Mason wrapped a 2″ brown ribbon around his waist and trimmed it to about 2 inches too big. Next, he laid the microsuede armor pieces along the ribbon to figure out spacing and then hot glued them into place. He also hot glued velcro for a closure. He then added gold gems as embellishments.
The greaves were made the same way, with me creating a template and tracing it onto the fabric. The same process was used for the wrist braces.
Making a Spartan Shield & Sandals
The sandals were made by tracing his shoes onto cardboard and cutting them out with a box cutter. Mason spray painted them a bronze color and I helped him hot glue ribbon to create straps.
The shield was almost entirely his own doing as well. I had recommended picking up a dessert tray at the Dollar Store and spray painting it, but he went to the recycling bin and found a round cardboard piece from a pizza box. He then broke into my vinyl stash and covered the entire front with gold vinyl. We then cut a brown vinyl “V” and added it to the front of the shield.
To finish the shield he used a hole punch to cut out vinyl circles and adhered them along the edge of the shield. This process took him about 45 minutes because he wanted the rivets so close together!
Making a Costume Spear
The spear was all Mason’s idea as well. He found an old curtain rod that was the perfect fit. He added some Duct Tape “grips” to the rod and I helped him spray paint it bronze.
Next, he used a styrofoam block from my stash and decided that would make the best spearhead. Using a Styrofoam cutter we cut the block to shape. Once completed, he stuck the spearhead onto a skewer. I spray painted it bronze and once dry he hot glued it to the top of the curtain rod.
DIY Spartan Helmet
The last piece of the costume was the Spartan helmet. He found a picture of the style helmet he wanted and I free-handed the front of the mask onto some chipboard. I also freehanded the back piece onto chipboard and then Mason cut out both pieces.
Mason cut two 12″ x 2″ pieces of chipboard and hot glued the two strips together. He then wrapped the strap around his head and I helped him mark where to glue the pieces together to create a headband to support the helmet. We then glued the front and back pieces onto the strap.
To do this, he put the headband on and held the front piece in place while I marked where it should be glued. He then glued that in place and put the headband back on so I could mark where the back piece should be adhered. He took it off and glued that in place as well.
Now to add some support to the helmet.
Mason cut 12″ x 1/2″ strips of chipboard. He glued one of the strips to the front inside of the headband, placed the helmet on his head, and marked where to glue the strip to the back inside. We repeated this with a strip left to right and then diagonally until we had 4 strips creating the base of the top of the helmet – look inside a baseball helmet to get the concept.
We blew up a balloon placed the helmet onto it and began to paper-mache the top of the helmet. It took two coats of paper mache. After that dried, we spray-painted the helmet bronze.
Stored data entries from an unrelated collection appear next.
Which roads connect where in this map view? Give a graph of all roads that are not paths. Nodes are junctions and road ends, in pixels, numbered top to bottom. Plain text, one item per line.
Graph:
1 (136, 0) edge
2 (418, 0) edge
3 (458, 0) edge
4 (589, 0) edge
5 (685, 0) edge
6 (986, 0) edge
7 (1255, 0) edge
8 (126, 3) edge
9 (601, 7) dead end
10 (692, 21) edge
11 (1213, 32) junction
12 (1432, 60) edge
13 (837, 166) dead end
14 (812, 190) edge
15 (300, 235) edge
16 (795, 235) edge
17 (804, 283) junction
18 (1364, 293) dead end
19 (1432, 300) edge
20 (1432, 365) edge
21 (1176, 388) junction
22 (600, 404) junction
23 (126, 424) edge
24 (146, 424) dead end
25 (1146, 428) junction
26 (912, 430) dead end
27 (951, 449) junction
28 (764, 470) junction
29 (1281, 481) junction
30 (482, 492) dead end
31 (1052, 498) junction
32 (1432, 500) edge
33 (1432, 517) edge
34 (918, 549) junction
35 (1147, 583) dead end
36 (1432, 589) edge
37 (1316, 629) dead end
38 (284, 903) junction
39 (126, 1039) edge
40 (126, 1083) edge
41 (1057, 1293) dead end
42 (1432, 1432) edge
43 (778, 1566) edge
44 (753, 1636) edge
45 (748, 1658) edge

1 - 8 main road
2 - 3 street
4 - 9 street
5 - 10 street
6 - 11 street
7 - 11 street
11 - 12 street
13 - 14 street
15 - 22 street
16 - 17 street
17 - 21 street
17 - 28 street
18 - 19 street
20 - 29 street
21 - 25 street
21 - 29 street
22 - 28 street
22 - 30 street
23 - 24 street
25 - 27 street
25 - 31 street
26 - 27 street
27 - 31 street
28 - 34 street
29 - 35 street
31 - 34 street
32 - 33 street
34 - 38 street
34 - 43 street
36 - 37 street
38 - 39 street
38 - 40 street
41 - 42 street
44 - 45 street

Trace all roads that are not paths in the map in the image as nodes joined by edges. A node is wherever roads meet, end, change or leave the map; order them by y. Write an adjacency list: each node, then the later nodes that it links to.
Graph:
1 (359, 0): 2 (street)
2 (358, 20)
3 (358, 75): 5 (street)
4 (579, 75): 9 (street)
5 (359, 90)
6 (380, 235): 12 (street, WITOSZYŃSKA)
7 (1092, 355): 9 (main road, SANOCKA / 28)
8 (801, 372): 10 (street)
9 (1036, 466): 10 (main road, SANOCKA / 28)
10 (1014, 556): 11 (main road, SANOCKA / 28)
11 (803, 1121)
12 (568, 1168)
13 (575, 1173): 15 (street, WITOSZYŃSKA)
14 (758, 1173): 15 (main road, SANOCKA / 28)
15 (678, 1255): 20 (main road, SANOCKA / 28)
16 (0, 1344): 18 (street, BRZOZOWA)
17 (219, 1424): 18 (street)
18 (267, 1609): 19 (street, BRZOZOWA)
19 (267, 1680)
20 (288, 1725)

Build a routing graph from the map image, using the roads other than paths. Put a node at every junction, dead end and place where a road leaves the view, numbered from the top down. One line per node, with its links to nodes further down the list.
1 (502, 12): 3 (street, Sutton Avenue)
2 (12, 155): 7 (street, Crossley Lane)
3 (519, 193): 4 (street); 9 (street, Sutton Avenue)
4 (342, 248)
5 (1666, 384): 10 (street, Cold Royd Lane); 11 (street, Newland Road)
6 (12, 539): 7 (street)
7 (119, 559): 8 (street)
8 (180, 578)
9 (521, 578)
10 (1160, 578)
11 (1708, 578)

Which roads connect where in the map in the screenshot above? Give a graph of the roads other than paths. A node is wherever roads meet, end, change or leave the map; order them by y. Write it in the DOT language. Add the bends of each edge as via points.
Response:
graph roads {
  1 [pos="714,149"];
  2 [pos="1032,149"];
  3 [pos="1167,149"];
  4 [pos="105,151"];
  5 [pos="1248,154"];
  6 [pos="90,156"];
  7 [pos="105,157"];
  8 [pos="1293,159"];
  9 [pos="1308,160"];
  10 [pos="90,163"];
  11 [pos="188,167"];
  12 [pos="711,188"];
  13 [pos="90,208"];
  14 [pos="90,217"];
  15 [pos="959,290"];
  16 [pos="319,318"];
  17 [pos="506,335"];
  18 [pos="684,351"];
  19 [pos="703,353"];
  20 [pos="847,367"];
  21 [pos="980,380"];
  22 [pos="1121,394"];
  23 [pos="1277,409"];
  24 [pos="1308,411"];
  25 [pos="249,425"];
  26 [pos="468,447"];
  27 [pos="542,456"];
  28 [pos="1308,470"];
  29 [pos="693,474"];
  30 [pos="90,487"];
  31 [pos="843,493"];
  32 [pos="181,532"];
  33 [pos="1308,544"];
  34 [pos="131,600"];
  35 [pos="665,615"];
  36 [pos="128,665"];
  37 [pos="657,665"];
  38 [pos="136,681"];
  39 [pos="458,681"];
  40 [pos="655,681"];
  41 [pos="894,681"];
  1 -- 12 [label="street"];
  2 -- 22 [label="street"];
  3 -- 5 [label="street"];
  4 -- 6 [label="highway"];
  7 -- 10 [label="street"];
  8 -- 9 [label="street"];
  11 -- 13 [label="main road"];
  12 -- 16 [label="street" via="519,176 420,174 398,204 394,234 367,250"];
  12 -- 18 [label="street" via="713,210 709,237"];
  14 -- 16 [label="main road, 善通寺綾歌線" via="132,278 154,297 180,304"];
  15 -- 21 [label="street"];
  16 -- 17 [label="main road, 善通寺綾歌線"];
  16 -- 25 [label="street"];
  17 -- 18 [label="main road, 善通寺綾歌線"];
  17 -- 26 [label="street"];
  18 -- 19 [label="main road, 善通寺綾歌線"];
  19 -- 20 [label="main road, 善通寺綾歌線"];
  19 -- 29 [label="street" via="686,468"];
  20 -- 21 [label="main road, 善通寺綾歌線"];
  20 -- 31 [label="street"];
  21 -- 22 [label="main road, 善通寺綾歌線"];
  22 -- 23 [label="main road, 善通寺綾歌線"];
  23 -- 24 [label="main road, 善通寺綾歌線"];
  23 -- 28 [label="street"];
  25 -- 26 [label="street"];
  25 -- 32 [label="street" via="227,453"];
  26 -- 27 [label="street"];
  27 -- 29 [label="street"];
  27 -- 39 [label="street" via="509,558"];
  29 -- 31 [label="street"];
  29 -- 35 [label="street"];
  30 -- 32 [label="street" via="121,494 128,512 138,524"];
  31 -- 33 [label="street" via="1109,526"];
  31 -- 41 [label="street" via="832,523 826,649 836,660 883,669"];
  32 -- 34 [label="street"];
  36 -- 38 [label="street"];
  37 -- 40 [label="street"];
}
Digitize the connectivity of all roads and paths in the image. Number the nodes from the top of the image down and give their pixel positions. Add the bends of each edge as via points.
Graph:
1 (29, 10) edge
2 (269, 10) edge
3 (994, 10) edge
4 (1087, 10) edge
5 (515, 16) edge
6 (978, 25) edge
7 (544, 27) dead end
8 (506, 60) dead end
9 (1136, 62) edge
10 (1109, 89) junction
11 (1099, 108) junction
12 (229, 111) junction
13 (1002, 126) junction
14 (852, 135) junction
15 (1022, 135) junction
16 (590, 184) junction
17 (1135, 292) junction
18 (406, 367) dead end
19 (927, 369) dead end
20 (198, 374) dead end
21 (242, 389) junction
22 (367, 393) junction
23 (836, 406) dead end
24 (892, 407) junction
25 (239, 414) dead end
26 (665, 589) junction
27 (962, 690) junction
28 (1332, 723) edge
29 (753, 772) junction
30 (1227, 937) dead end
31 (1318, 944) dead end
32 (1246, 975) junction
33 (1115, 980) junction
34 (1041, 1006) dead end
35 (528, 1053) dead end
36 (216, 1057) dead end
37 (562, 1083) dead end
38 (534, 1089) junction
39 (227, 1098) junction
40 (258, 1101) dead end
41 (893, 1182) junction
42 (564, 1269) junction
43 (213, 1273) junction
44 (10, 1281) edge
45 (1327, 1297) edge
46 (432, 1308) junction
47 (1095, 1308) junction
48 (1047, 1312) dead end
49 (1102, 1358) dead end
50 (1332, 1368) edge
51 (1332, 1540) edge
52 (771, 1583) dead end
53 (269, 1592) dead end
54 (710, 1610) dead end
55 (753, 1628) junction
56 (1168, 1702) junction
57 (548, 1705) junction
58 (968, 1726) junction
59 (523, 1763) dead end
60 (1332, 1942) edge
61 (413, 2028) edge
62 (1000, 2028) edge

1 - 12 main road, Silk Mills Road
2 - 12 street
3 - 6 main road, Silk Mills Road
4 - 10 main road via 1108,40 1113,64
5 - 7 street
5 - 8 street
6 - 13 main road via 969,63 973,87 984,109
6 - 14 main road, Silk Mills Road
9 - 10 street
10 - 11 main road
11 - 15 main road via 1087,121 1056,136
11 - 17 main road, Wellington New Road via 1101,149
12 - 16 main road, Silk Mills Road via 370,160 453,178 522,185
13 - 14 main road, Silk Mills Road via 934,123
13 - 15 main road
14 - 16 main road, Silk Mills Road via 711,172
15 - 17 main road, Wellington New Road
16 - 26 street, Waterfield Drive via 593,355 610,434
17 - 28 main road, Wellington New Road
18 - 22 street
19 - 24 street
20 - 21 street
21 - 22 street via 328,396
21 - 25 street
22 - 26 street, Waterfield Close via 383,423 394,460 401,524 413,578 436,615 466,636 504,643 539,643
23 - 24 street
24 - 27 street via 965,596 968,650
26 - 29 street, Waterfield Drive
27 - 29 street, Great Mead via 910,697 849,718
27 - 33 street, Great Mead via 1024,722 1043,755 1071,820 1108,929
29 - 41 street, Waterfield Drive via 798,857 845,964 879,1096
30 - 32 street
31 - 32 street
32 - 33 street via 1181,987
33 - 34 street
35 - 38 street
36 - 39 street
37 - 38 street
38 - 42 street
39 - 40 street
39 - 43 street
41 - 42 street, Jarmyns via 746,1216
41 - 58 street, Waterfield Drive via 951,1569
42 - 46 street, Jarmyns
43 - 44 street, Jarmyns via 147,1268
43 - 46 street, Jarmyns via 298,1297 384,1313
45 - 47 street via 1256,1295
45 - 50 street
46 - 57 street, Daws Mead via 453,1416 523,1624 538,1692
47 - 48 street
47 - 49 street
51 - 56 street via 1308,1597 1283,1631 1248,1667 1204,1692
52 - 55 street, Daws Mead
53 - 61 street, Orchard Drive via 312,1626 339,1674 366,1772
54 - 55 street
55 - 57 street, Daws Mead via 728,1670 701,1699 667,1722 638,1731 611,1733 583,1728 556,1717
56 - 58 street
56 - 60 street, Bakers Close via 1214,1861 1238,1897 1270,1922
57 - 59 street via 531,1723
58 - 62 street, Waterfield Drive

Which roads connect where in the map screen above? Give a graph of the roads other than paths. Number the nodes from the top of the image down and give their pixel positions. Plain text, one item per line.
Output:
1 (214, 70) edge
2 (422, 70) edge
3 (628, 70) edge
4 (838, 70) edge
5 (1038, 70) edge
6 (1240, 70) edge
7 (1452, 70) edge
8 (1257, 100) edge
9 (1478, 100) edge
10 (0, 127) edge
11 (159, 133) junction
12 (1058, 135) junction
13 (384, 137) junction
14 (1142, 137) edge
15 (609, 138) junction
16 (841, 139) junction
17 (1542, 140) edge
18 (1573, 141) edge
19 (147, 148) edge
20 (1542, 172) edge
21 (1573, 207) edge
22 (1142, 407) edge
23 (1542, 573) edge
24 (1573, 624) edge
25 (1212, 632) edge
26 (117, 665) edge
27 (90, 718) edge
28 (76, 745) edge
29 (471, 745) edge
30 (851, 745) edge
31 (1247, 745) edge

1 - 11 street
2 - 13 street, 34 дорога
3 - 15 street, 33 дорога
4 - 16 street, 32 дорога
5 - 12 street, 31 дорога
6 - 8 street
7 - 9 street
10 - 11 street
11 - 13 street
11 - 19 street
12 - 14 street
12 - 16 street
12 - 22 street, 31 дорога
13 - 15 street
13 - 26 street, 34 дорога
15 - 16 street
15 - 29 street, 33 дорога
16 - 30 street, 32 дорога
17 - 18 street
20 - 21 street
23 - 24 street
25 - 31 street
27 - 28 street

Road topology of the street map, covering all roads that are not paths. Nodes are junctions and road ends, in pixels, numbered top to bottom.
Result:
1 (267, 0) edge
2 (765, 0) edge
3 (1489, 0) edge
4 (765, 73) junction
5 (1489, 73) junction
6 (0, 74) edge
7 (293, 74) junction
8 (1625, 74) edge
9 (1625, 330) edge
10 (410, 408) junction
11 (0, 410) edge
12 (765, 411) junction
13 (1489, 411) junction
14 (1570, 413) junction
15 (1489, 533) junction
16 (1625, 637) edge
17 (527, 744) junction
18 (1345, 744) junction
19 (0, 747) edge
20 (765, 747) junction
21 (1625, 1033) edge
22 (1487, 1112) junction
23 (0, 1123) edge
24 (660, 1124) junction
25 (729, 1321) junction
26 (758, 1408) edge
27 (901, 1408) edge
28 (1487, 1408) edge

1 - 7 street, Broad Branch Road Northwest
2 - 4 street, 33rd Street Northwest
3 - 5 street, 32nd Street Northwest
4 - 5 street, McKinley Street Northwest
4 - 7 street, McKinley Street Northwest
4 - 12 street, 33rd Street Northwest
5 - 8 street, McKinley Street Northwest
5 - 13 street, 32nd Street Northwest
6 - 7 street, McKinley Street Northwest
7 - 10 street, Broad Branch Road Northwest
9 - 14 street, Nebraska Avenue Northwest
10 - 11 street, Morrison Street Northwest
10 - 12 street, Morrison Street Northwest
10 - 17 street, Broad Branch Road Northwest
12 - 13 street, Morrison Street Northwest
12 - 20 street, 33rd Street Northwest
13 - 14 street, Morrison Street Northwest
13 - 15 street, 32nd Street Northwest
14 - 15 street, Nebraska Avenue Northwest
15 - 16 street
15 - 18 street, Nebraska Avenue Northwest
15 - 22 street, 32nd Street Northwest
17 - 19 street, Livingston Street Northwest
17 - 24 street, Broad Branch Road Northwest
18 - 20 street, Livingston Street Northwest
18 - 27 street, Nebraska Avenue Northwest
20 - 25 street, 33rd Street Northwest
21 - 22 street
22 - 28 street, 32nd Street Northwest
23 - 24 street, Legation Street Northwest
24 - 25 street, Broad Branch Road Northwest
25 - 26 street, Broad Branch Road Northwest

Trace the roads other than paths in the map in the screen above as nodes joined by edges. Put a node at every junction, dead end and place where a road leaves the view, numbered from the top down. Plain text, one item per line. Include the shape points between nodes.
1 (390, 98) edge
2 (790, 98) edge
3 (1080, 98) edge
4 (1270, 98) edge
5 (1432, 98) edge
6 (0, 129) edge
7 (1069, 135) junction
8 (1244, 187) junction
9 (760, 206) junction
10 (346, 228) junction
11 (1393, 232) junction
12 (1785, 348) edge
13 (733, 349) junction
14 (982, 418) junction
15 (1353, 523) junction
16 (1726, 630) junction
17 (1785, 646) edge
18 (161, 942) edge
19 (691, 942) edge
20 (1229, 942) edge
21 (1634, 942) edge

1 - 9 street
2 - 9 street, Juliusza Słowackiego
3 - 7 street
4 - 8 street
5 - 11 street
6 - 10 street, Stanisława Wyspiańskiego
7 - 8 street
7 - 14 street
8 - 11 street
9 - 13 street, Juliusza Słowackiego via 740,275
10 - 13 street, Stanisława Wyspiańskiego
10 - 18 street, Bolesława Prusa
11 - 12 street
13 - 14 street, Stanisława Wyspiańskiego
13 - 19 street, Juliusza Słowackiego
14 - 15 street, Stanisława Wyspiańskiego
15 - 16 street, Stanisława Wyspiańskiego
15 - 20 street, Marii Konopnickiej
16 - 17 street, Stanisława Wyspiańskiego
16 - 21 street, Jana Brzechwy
Mason brainstormed a couple of ideas for the plume top on his helmet and ended up deciding on black construction paper. He accordion folded three pieces and then I helped him glue them together and we attached them to the helmet.
It took about 2.5 days to finish this Greek Mythology Costume school project. He was so excited about the costume that it was completed about 3 weeks before the assignment was due!